Rebekah Farrugia grew up in Windsor, Canada. In her youth, she spent many nights on the tunnel bus getting to and from the motor city where she attended as many live music shows as possible. She eventually morphed into a popular music scholar and has spent the last several years writing about Detroit hip hop. Rebekah is co-author of Women Rapping Revolution: Hip Hop and Community Building in Detroit and is a Professor of Communication at Oakland University.

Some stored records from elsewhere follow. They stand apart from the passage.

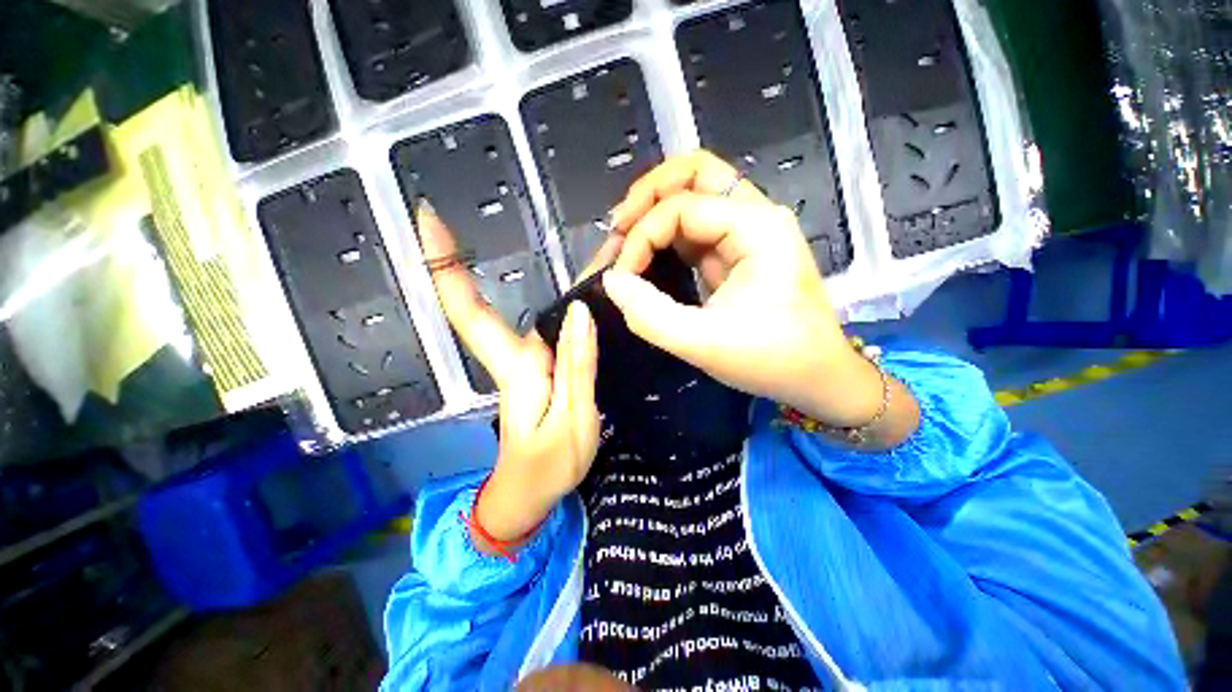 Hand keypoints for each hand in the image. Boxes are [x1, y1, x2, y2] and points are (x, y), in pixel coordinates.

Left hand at [416, 201, 600, 549]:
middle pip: (512, 301)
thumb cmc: (548, 468)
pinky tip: (598, 290)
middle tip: (588, 231)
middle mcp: (516, 356)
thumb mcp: (573, 422)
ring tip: (608, 252)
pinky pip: (556, 328)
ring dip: (570, 279)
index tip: (426, 219)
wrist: (531, 495)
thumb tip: (579, 313)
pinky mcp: (543, 369)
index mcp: (515, 368)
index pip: (470, 312)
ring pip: (542, 311)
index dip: (445, 267)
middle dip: (535, 262)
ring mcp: (529, 362)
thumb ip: (577, 368)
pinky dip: (576, 302)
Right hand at [603, 151, 918, 445]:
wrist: (818, 377)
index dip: (641, 237)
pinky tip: (646, 257)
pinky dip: (665, 236)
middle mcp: (755, 216)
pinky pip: (694, 227)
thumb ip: (650, 314)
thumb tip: (612, 282)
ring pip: (693, 194)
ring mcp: (747, 231)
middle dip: (647, 196)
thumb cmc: (772, 360)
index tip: (619, 277)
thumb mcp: (704, 343)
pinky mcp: (737, 251)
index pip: (681, 207)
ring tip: (624, 242)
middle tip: (616, 231)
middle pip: (694, 173)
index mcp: (757, 228)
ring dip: (654, 212) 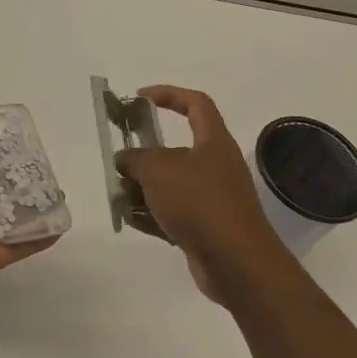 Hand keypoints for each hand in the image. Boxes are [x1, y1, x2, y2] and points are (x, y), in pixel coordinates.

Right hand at [114, 85, 294, 305]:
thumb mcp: (158, 170)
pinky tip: (130, 220)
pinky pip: (171, 214)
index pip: (196, 104)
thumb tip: (124, 159)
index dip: (168, 94)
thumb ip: (135, 158)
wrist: (237, 263)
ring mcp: (211, 199)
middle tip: (120, 161)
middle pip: (175, 150)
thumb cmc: (200, 202)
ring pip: (170, 184)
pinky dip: (151, 215)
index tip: (139, 98)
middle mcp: (215, 166)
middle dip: (144, 155)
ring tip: (119, 195)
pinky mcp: (204, 228)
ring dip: (142, 188)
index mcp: (213, 142) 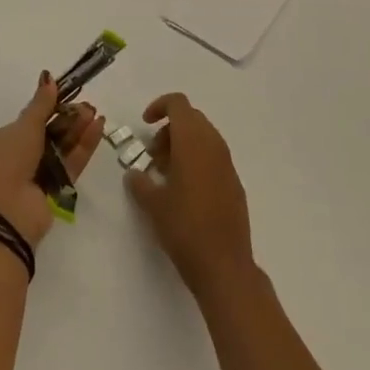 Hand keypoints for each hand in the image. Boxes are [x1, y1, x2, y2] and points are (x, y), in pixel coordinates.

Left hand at [0, 73, 105, 249]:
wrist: (7, 213)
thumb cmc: (9, 161)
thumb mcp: (24, 127)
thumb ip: (41, 104)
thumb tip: (48, 77)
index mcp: (7, 139)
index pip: (33, 118)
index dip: (52, 106)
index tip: (72, 95)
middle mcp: (22, 155)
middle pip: (51, 132)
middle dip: (70, 118)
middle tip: (90, 106)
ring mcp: (40, 173)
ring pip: (63, 147)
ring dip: (79, 130)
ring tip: (97, 114)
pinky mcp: (57, 189)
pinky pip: (72, 162)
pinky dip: (85, 147)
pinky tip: (98, 129)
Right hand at [124, 93, 255, 303]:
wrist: (224, 265)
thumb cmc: (184, 228)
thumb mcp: (153, 204)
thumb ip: (140, 183)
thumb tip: (134, 174)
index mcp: (193, 141)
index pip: (178, 104)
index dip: (159, 107)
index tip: (145, 125)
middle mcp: (214, 145)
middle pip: (191, 119)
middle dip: (168, 130)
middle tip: (152, 156)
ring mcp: (227, 164)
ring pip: (203, 138)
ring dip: (182, 145)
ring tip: (164, 174)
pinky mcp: (234, 183)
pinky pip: (213, 157)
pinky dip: (196, 160)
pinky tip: (184, 190)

Rebekah Farrugia, "Detroit Ecstasy: Ruminations on Raving, Movement, and Place" This paper draws on both the personal experience of becoming a raver in the nineties as well as the history and music scholarship that tracks and conceptualizes electronic dance music’s development. Detroit figures prominently in both of these dimensions. The reciprocal relationship between sites from Europe and Detroit are discussed and intricately latticed to the personal experience of being there and being baptized into a new cultural formation. In sites of both pleasure and the struggle for legitimacy, movement, sound, and unruly spaces invite experimentation, engagement, and a place where one could simply disappear in the crowd. A first person account of the party space serves as an entry point into a discussion of the inaugural Detroit Electronic Music Festival [DEMF] in 2000. The paper reflects on its discursive framing and its function as a civic space it in its early years when it was a free event. From here, the essay invokes research on the culture of production to consider the changes that it has undergone since Paxahau took over its production and renamed it Movement in 2006. In the 2010s, the field of large scale music festivals experienced unprecedented growth. To the end, this essay examines where and how Movement and electronic dance music fit in with the increasing corporatization of music festivals—what Fabian Holt notes has been their adaptation to mass culture tastes. The symbiotic relationships between Detroit, Techno and their often overlooked “humanness” are the threads that bind the aforementioned thoughts.